BFM Business

Valls tente de rassurer sur l'avenir des chantiers navals de Saint-Nazaire

Le Premier ministre a réaffirmé que l'État veillerait à ce que les repreneurs de STX Saint-Nazaire fasse les investissements nécessaires pour préserver et développer les chantiers navals.

Manuel Valls assure que l'État ne lâchera pas les chantiers navals de Saint-Nazaire.Le Premier ministre a réitéré mardi la promesse gouvernementale de veiller au choix du repreneur de ce groupe emblématique, mis en vente par le constructeur sud-coréen en difficulté STX.
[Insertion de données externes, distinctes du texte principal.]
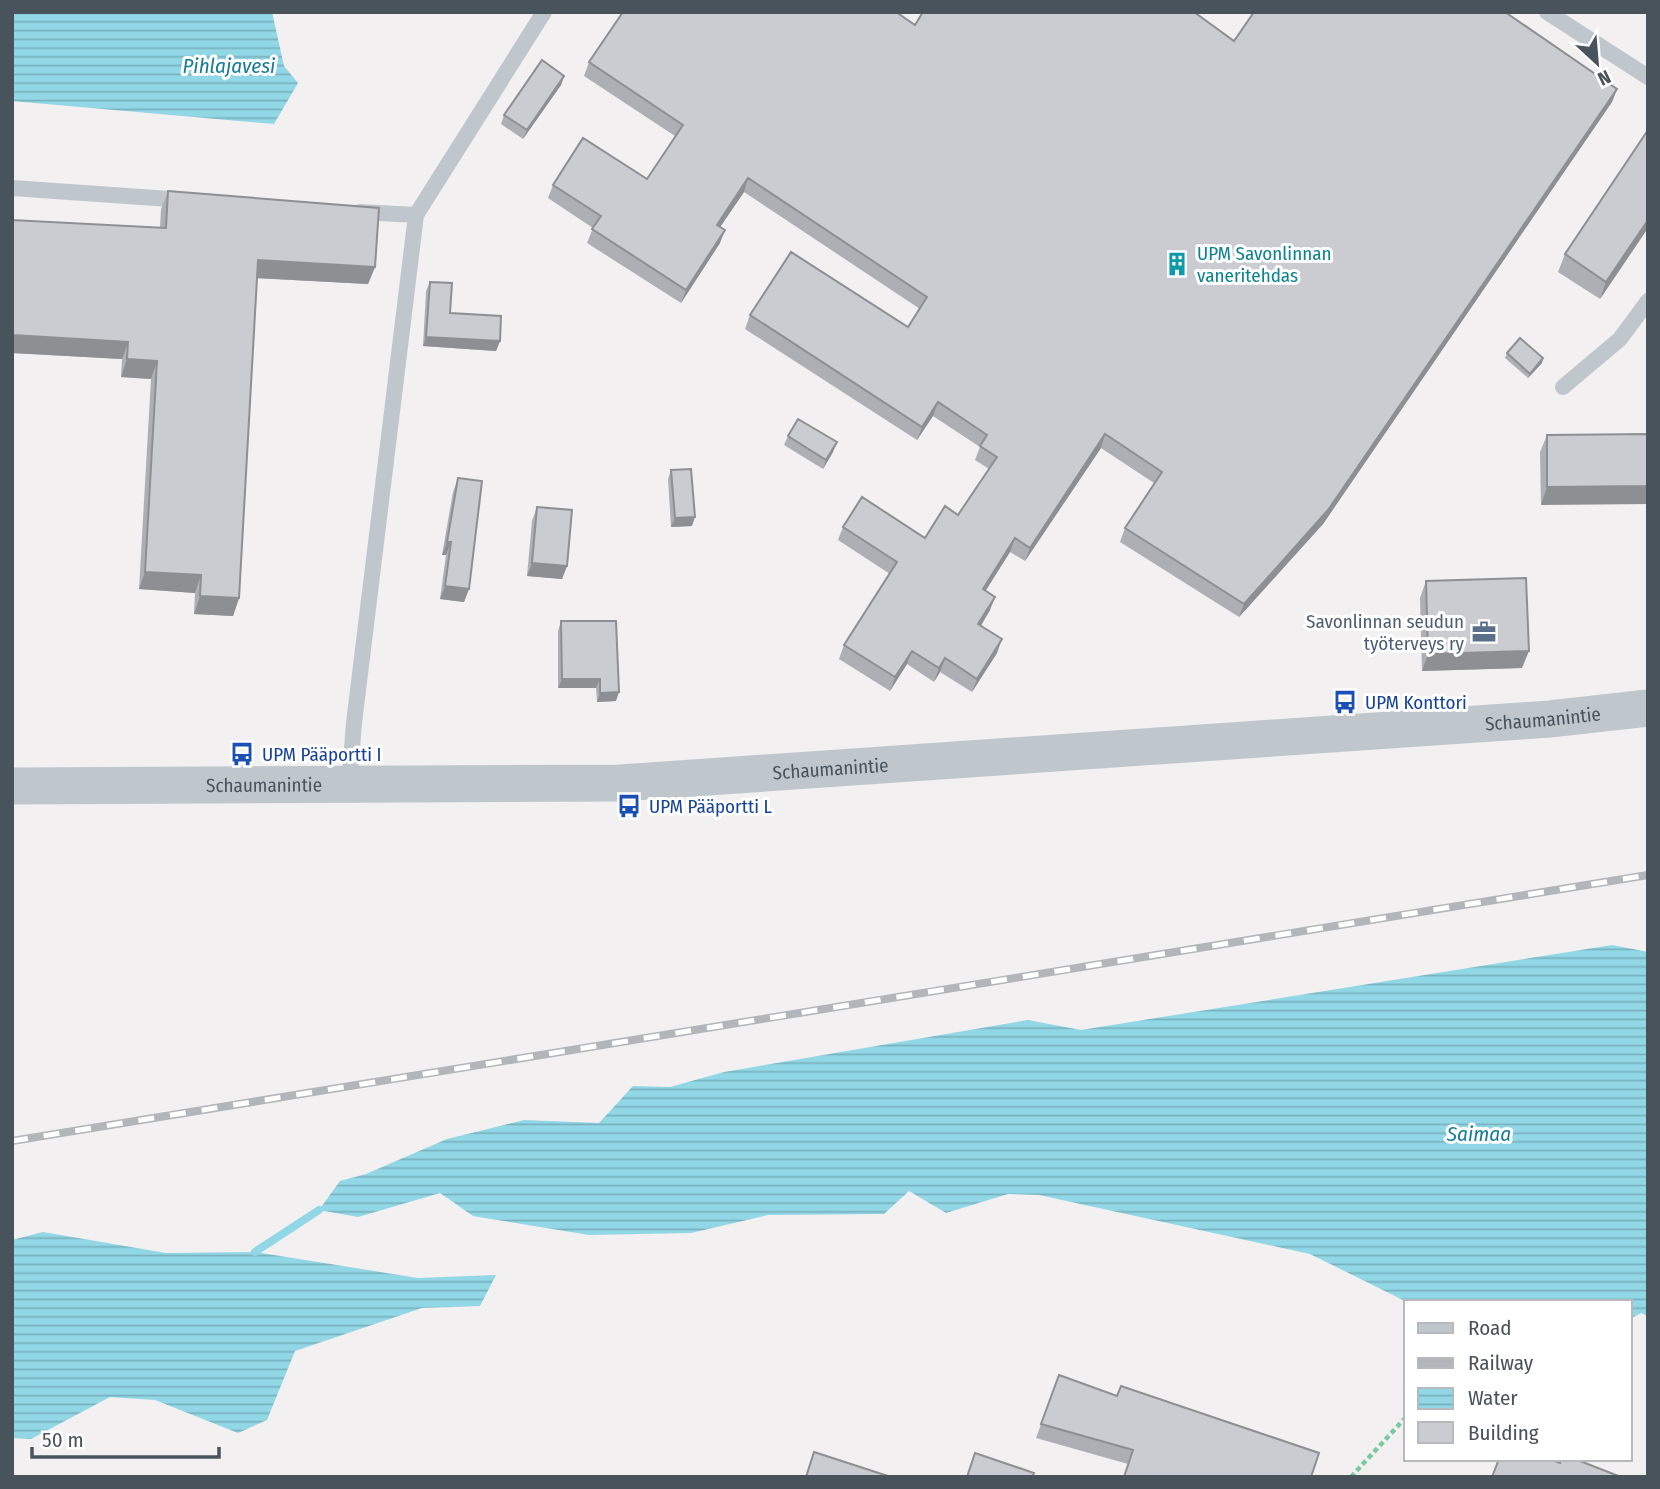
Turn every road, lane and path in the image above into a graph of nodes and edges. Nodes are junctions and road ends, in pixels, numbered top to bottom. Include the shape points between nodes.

"Nous veillerons à ce que les nouveaux actionnaires puissent fournir les investissements nécessaires non seulement à la préservation de l'emploi, mais d'abord au développement des chantiers", a affirmé le Premier ministre lors de la séance des questions à l'Assemblée nationale.

"L'État dispose de plusieurs moyens pour peser dans le choix de repreneur", a-t-il rappelé, même si ce dernier "relève à ce stade in fine du tribunal de commerce de Séoul", qui gère le redressement judiciaire de STX.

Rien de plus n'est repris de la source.